The rollout marks the physical completion of the first aircraft in the 20-jet Halcon I order that Spain signed in June 2022, making it the first Eurofighter Tranche 4 scheduled for delivery to a Spanish squadron. Deliveries of the full 20-aircraft Halcon I batch are planned to begin in 2026, with the Spanish Air Force Chief of Staff, General Francisco Braco Carbó, confirming that the first three aircraft will be delivered to the fleet this year.

– ADVERTISEMENT – CONTINUE READING BELOW –


The Halcon I Eurofighters carry a configuration that represents a generational step beyond the aircraft Spain has operated since 2003. The most significant upgrade is the E-Scan radar, an Active Electronically Scanned Array that replaces the mechanically rotating antenna of older Eurofighter variants with a fixed array of hundreds of individual transmit-receive modules, each capable of pointing and shaping the radar beam electronically without moving parts. An AESA radar can track multiple targets simultaneously, switch between air-to-air and air-to-ground modes in milliseconds, operate with much lower probability of interception by enemy electronic warfare systems, and perform electronic attack functions against adversary sensors that a mechanical radar cannot.
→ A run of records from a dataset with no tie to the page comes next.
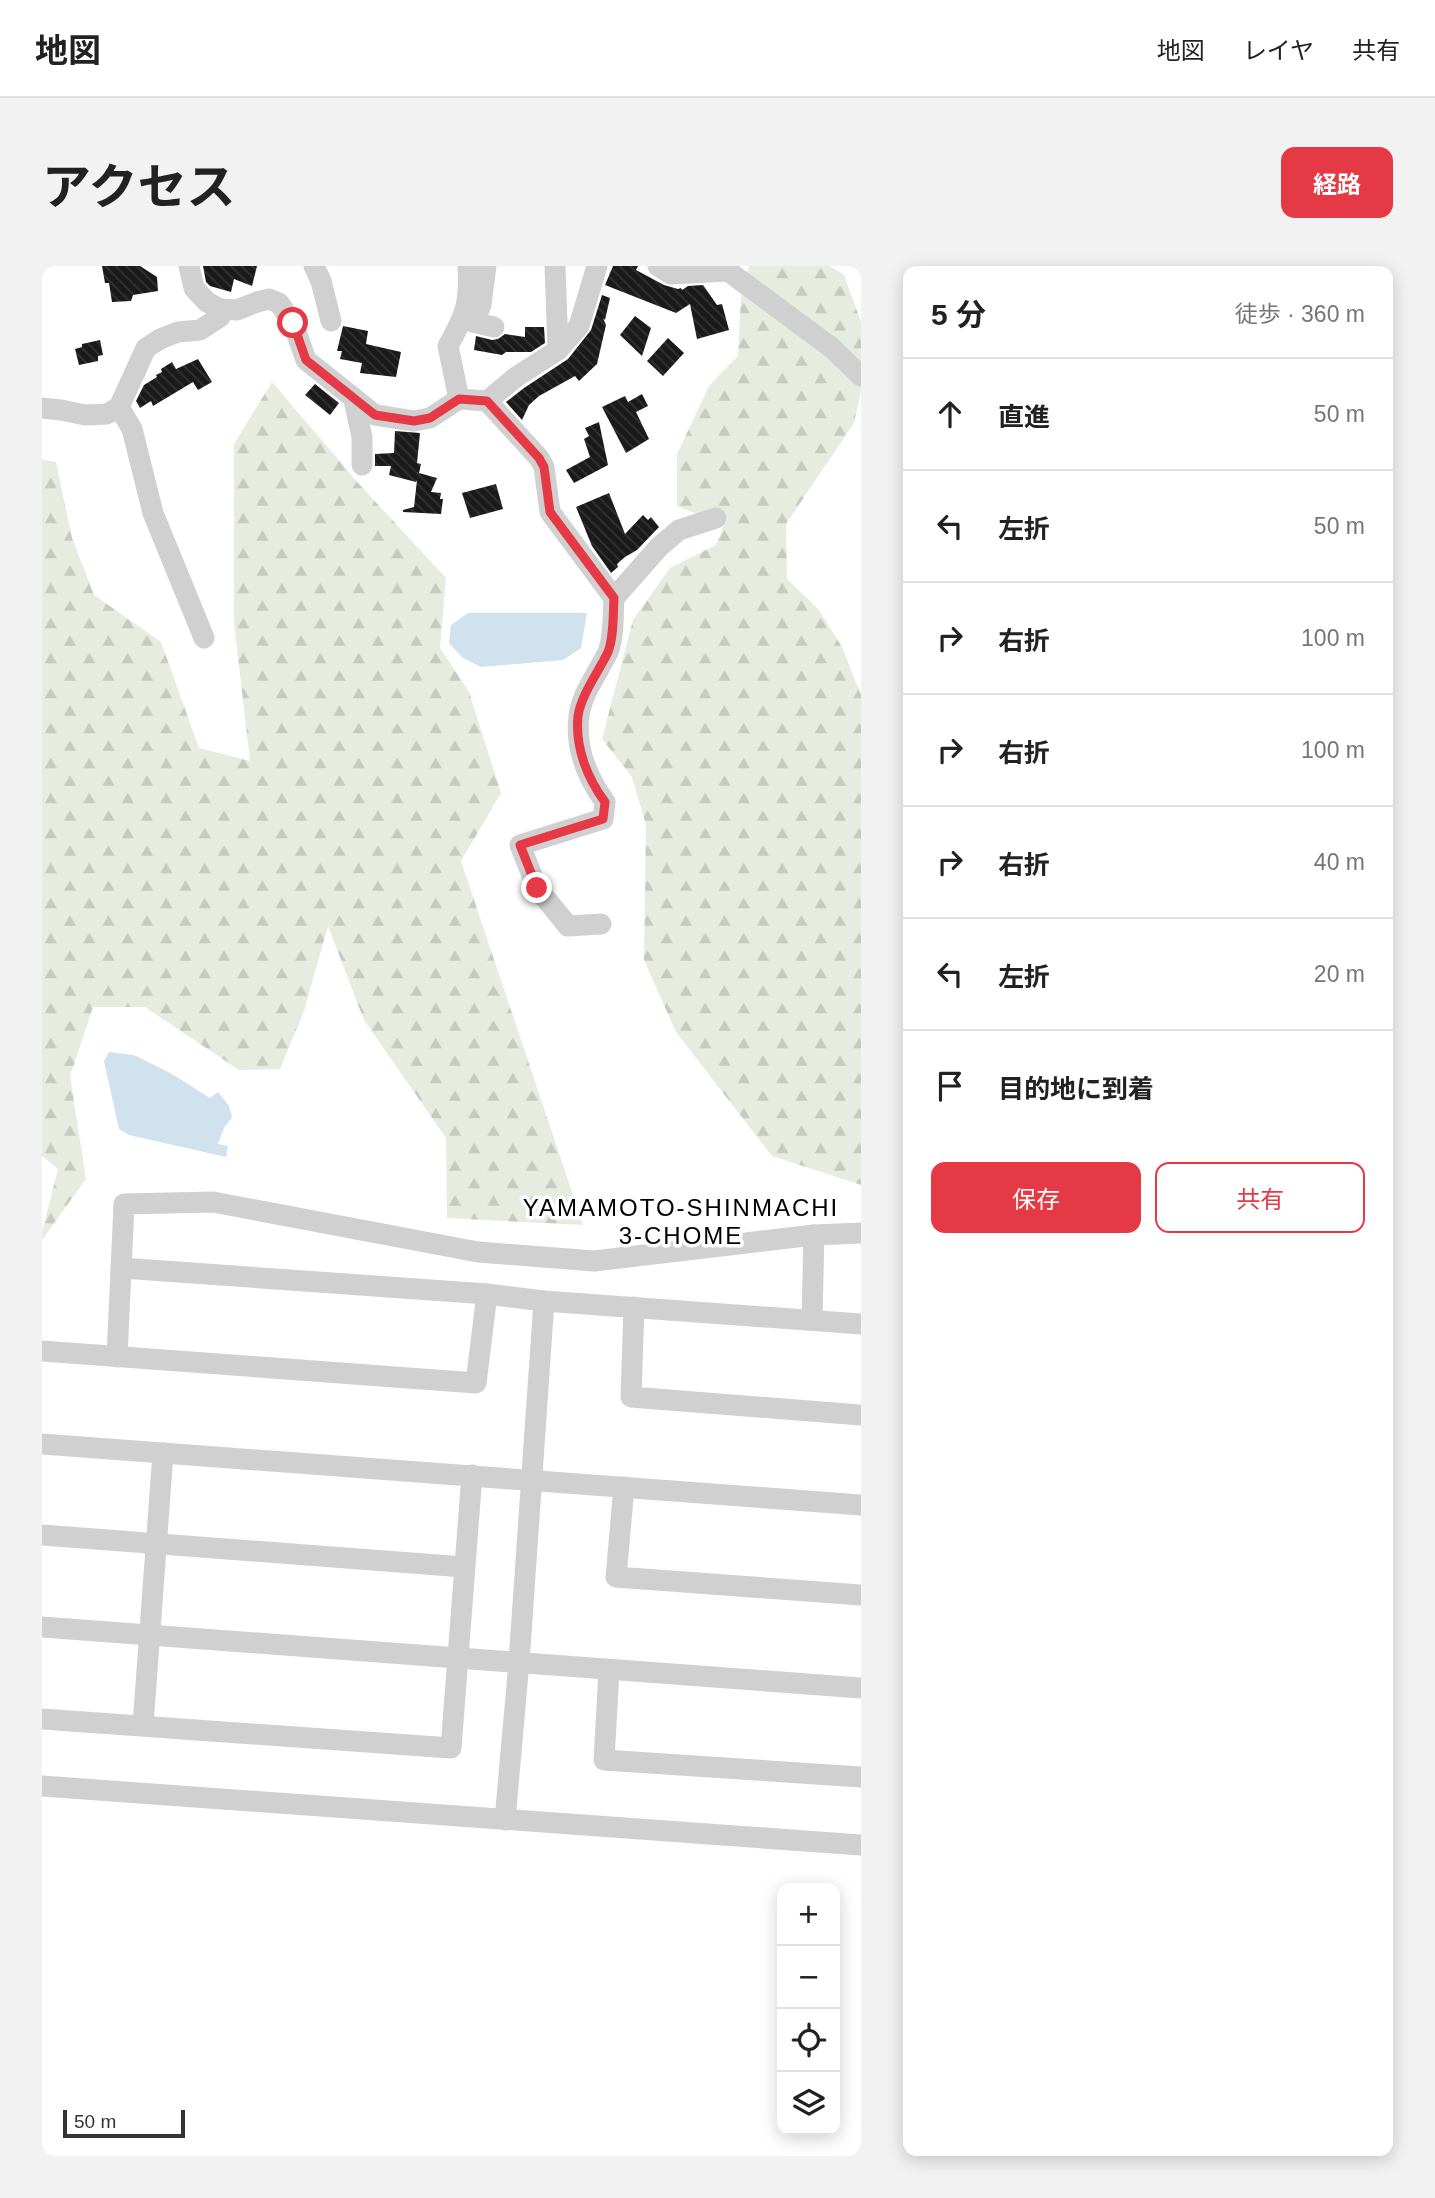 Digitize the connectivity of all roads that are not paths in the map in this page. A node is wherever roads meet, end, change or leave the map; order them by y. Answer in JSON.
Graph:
{"nodes":[{"id":1,"x":189,"y":266,"type":"edge"},
{"id":2,"x":314,"y":266,"type":"edge"},
{"id":3,"x":468,"y":266,"type":"edge"},
{"id":4,"x":486,"y":266,"type":"edge"},
{"id":5,"x":555,"y":266,"type":"edge"},
{"id":6,"x":597,"y":266,"type":"edge"},
{"id":7,"x":658,"y":266,"type":"edge"},
{"id":8,"x":689,"y":270,"type":"edge"},
{"id":9,"x":220,"y":309,"type":"junction"},
{"id":10,"x":331,"y":321,"type":"dead end"},
{"id":11,"x":448,"y":346,"type":"junction"},
{"id":12,"x":558,"y":350,"type":"junction"},
{"id":13,"x":861,"y":376,"type":"edge"},
{"id":14,"x":459,"y":399,"type":"junction"},
{"id":15,"x":354,"y":400,"type":"junction"},
{"id":16,"x":487,"y":401,"type":"junction"},
{"id":17,"x":119,"y":407,"type":"junction"},
{"id":18,"x":42,"y":408,"type":"edge"},
{"id":19,"x":362,"y":465,"type":"dead end"},
{"id":20,"x":716,"y":518,"type":"dead end"},
{"id":21,"x":614,"y":598,"type":"junction"},
{"id":22,"x":204,"y":639,"type":"dead end"},
{"id":23,"x":601,"y":924,"type":"dead end"},
{"id":24,"x":861,"y":1233,"type":"edge"},
{"id":25,"x":814,"y":1235,"type":"junction"},
{"id":26,"x":122,"y":1268,"type":"junction"},
{"id":27,"x":487,"y":1294,"type":"junction"},
{"id":28,"x":544,"y":1301,"type":"junction"},
{"id":29,"x":634,"y":1307,"type":"junction"},
{"id":30,"x":812,"y":1320,"type":"junction"},
{"id":31,"x":861,"y":1324,"type":"edge"},
{"id":32,"x":42,"y":1351,"type":"edge"},
{"id":33,"x":117,"y":1357,"type":"junction"},
{"id":34,"x":861,"y":1415,"type":"edge"},
{"id":35,"x":42,"y":1444,"type":"edge"},
{"id":36,"x":163,"y":1453,"type":"junction"},
{"id":37,"x":472,"y":1475,"type":"junction"},
{"id":38,"x":531,"y":1481,"type":"junction"},
{"id":39,"x":624,"y":1487,"type":"junction"},
{"id":40,"x":861,"y":1505,"type":"edge"},
{"id":41,"x":42,"y":1535,"type":"edge"},
{"id":42,"x":156,"y":1542,"type":"junction"},
{"id":43,"x":464,"y":1567,"type":"junction"},
{"id":44,"x":861,"y":1595,"type":"edge"},
{"id":45,"x":42,"y":1627,"type":"edge"},
{"id":46,"x":148,"y":1635,"type":"junction"},
{"id":47,"x":458,"y":1658,"type":"junction"},
{"id":48,"x":519,"y":1662,"type":"junction"},
{"id":49,"x":609,"y":1671,"type":"junction"},
{"id":50,"x":861,"y":1688,"type":"edge"},
{"id":51,"x":42,"y":1719,"type":"edge"},
{"id":52,"x":142,"y":1725,"type":"junction"},
{"id":53,"x":861,"y":1777,"type":"edge"},
{"id":54,"x":42,"y":1786,"type":"edge"},
{"id":55,"x":505,"y":1820,"type":"junction"},
{"id":56,"x":861,"y":1845,"type":"edge"}],
"edges":[{"from":1,"to":9,"type":"street"},
{"from":2,"to":10,"type":"street"},
{"from":3,"to":11,"type":"street"},
{"from":4,"to":11,"type":"street"},
{"from":5,"to":12,"type":"street"},
{"from":6,"to":12,"type":"street"},
{"from":7,"to":8,"type":"street"},
{"from":8,"to":13,"type":"street"},
{"from":9,"to":15,"type":"street"},
{"from":9,"to":17,"type":"street"},
{"from":11,"to":14,"type":"street"},
{"from":12,"to":16,"type":"street"},
{"from":14,"to":15,"type":"street"},
{"from":14,"to":16,"type":"street"},
{"from":15,"to":19,"type":"street"},
{"from":16,"to":21,"type":"street"},
{"from":17,"to":18,"type":"street"},
{"from":17,"to":22,"type":"street"},
{"from":20,"to":21,"type":"street"},
{"from":21,"to":23,"type":"street"},
{"from":24,"to":25,"type":"street"},
{"from":25,"to":26,"type":"street"},
{"from":25,"to":30,"type":"street"},
{"from":26,"to":27,"type":"street"},
{"from":26,"to":33,"type":"street"},
{"from":27,"to":28,"type":"street"},
{"from":27,"to":33,"type":"street"},
{"from":28,"to":29,"type":"street"},
{"from":28,"to":38,"type":"street"},
{"from":29,"to":30,"type":"street"},
{"from":29,"to":34,"type":"street"},
{"from":30,"to":31,"type":"street"},
{"from":32,"to":33,"type":"street"},
{"from":35,"to":36,"type":"street"},
{"from":36,"to":37,"type":"street"},
{"from":36,"to":42,"type":"street"},
{"from":37,"to":38,"type":"street"},
{"from":37,"to":43,"type":"street"},
{"from":38,"to":39,"type":"street"},
{"from":38,"to":48,"type":"street"},
{"from":39,"to":40,"type":"street"},
{"from":39,"to":44,"type":"street"},
{"from":41,"to":42,"type":"street"},
{"from":42,"to":43,"type":"street"},
{"from":42,"to":46,"type":"street"},
{"from":43,"to":47,"type":"street"},
{"from":45,"to":46,"type":"street"},
{"from":46,"to":47,"type":"street"},
{"from":46,"to":52,"type":"street"},
{"from":47,"to":48,"type":"street"},
{"from":47,"to":52,"type":"street"},
{"from":48,"to":49,"type":"street"},
{"from":48,"to":55,"type":"street"},
{"from":49,"to":50,"type":"street"},
{"from":49,"to":53,"type":"street"},
{"from":51,"to":52,"type":"street"},
{"from":54,"to":55,"type":"street"},
{"from":55,"to":56,"type":"street"}]}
The Halcon I aircraft will also carry the Full Meteor missile, a ramjet-powered air-to-air weapon with a range of over 100 kilometers (62 miles) that significantly exceeds the reach of the AMRAAM missiles carried by older Eurofighter variants, and the Brimstone III air-to-ground precision missile.

The 20 Halcon I aircraft will replace the F-18 Hornet fleet operated from the Gando air base in the Canary Islands, the Spanish archipelago sitting approximately 100 kilometers off the northwest coast of Africa, which is geographically positioned as the southwesternmost point of NATO territory in the Atlantic. That location gives the aircraft based there a surveillance and air defense role covering the approaches to the Strait of Gibraltar and the eastern Atlantic shipping lanes, as well as providing coverage for the Canary Islands themselves, which sit within range of potential threats from the African continent. The F-18s currently stationed at Gando are aging toward retirement, and the Halcon I Eurofighters are the aircraft the Spanish military has selected to maintain credible air defense coverage of that strategic position.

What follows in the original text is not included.